OOS 91-7
Upstream phosphorus reductions and the downstream effects in a midwestern agricultural watershed

Friday, August 14, 2015: 10:10 AM
337, Baltimore Convention Center
Melissa M. Motew, Center for Sustainability and the Global Environment, University of Wisconsin-Madison, Madison, WI
Eric Booth, Civil and Environmental Engineering, University of Wisconsin - Madison
Christopher J. Kucharik, Agronomy/Center for Sustainability and the Global Environment, University of Wisconsin-Madison, Madison, WI
Xi Chen, Center for Sustainability and the Global Environment, University of Wisconsin - Madison
Stephen R. Carpenter, Center for Limnology, University of Wisconsin - Madison, Madison, WI
Background/Question/Methods

Phosphorus (P) enrichment in surface waters is a major concern in the Yahara Watershed of southern Wisconsin, home to a thriving dairy industry, the city of Madison, and a chain of five highly valued lakes that are eutrophic.

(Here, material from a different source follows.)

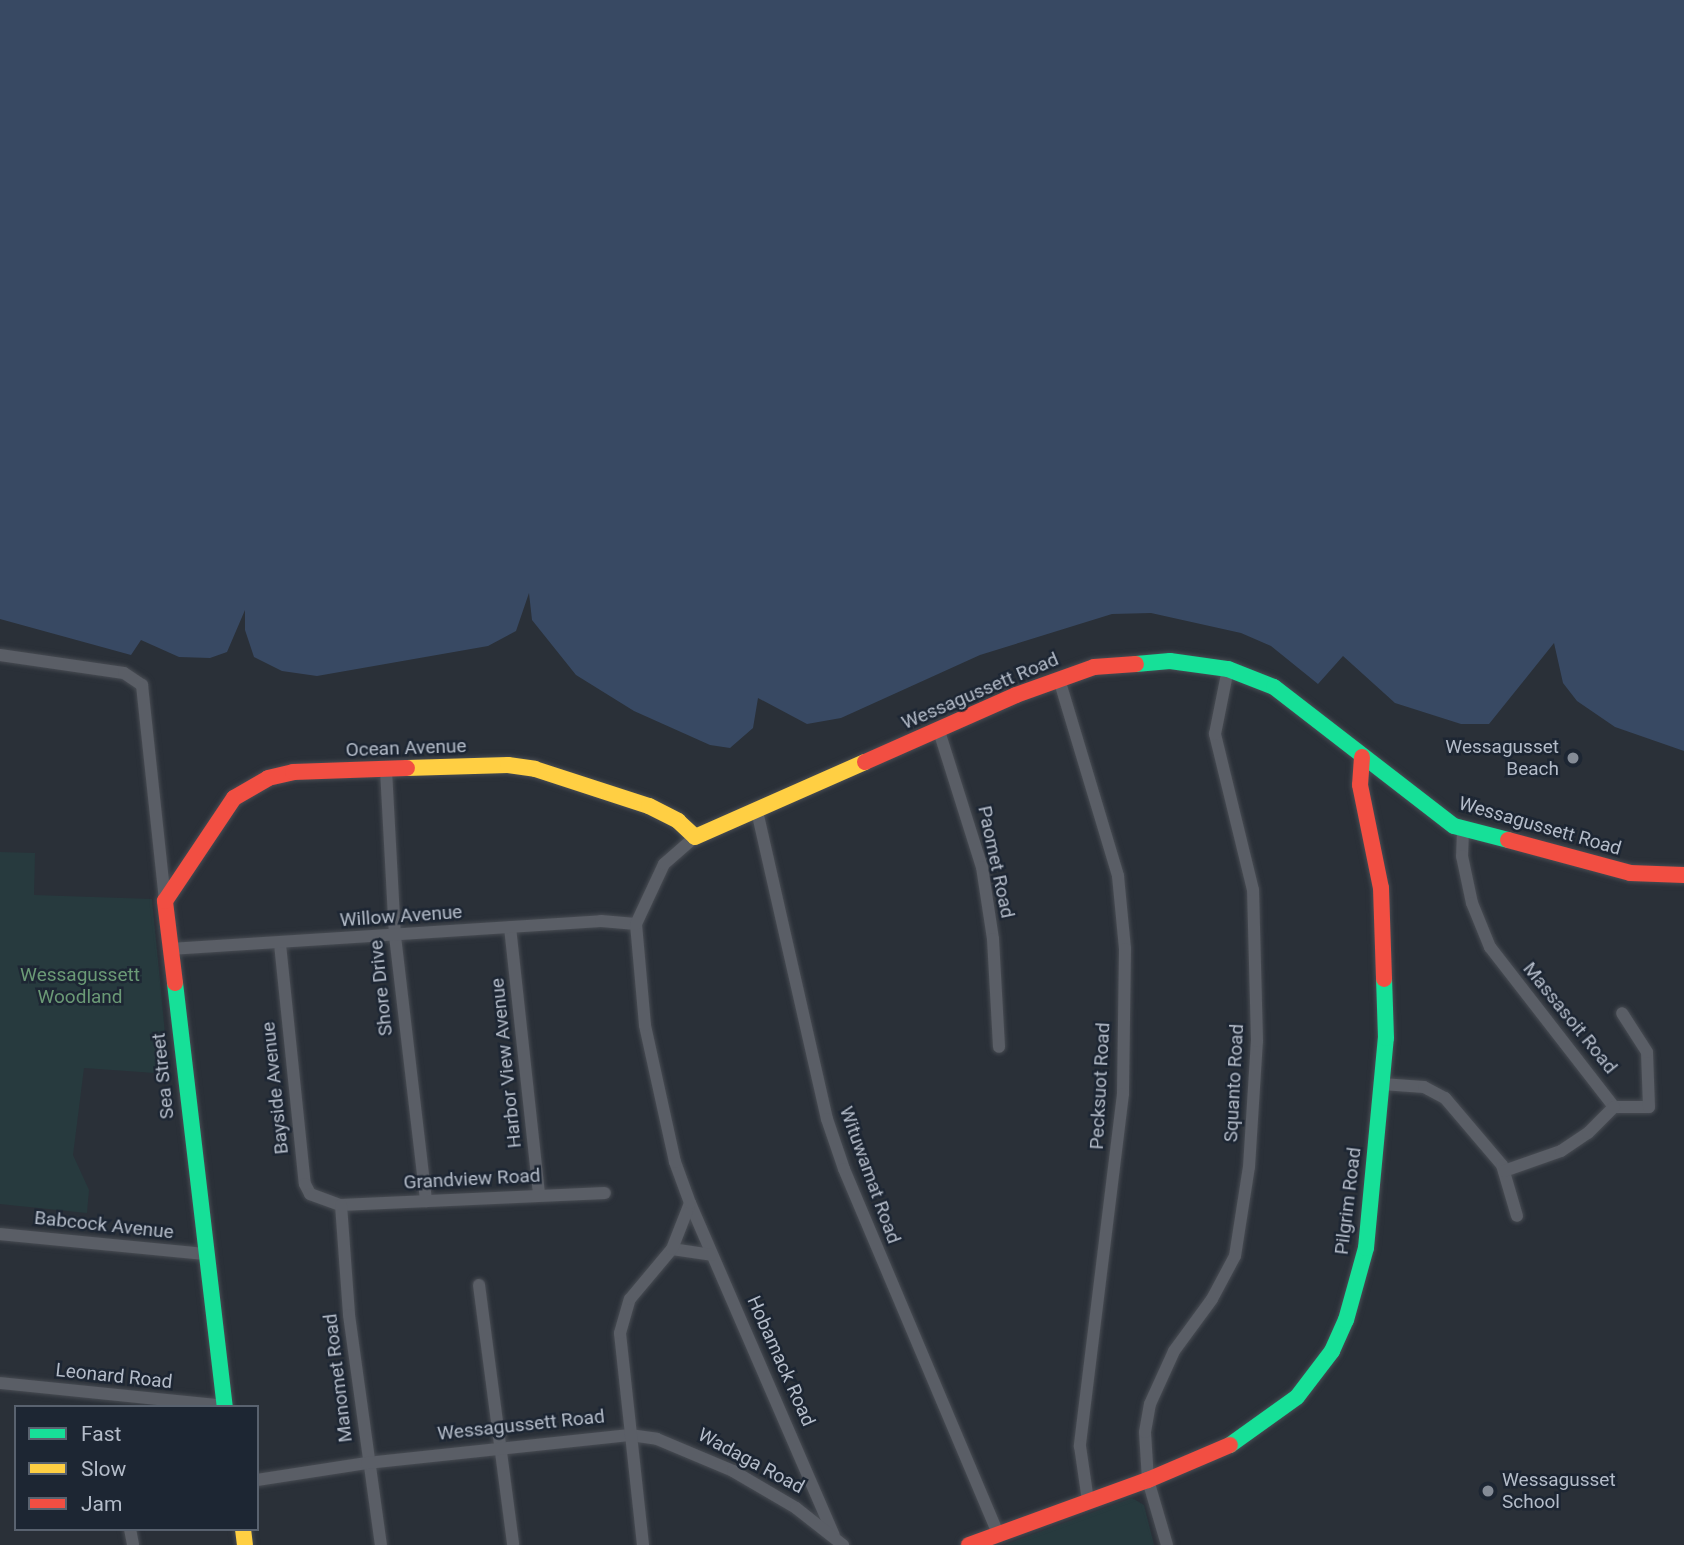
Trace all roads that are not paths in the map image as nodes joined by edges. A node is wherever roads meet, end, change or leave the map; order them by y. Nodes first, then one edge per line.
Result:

As in many agricultural watersheds in North America, a legacy of agricultural land use has led to an accumulation of soil P that may take centuries to draw down, even under the best land use practices. Terrestrial P sources within the Yahara are spatially non-uniform, with the largest sources concentrated upstream of the lakes in areas of heavy dairy production. Management efforts to mitigate nutrient runoff have so far focused on widespread adoption of best management practices, yet it is unclear what benefit could be attained by targeting such efforts to only those areas of high P export.

Results/Conclusions

To investigate the timeline of P accumulation and drawdown within the watershed, and to quantify the potential benefit of targeted P reductions, we use a suite of numerical models to gage the effects of alternative P application scenarios on downstream lake water quality. The model suite includes process-based representation of terrestrial ecosystems (Agro-IBIS), hydrologic routing of water and nutrients across the watershed (THMB), and assessment of lake water quality (YWQM). Phosphorus application scenarios include complete cessation of P application, spatially uniform reductions in P application, and spatially targeted reductions in P application.  Model results will examine the magnitude and temporal response of P loading and lake water quality to each of the scenarios.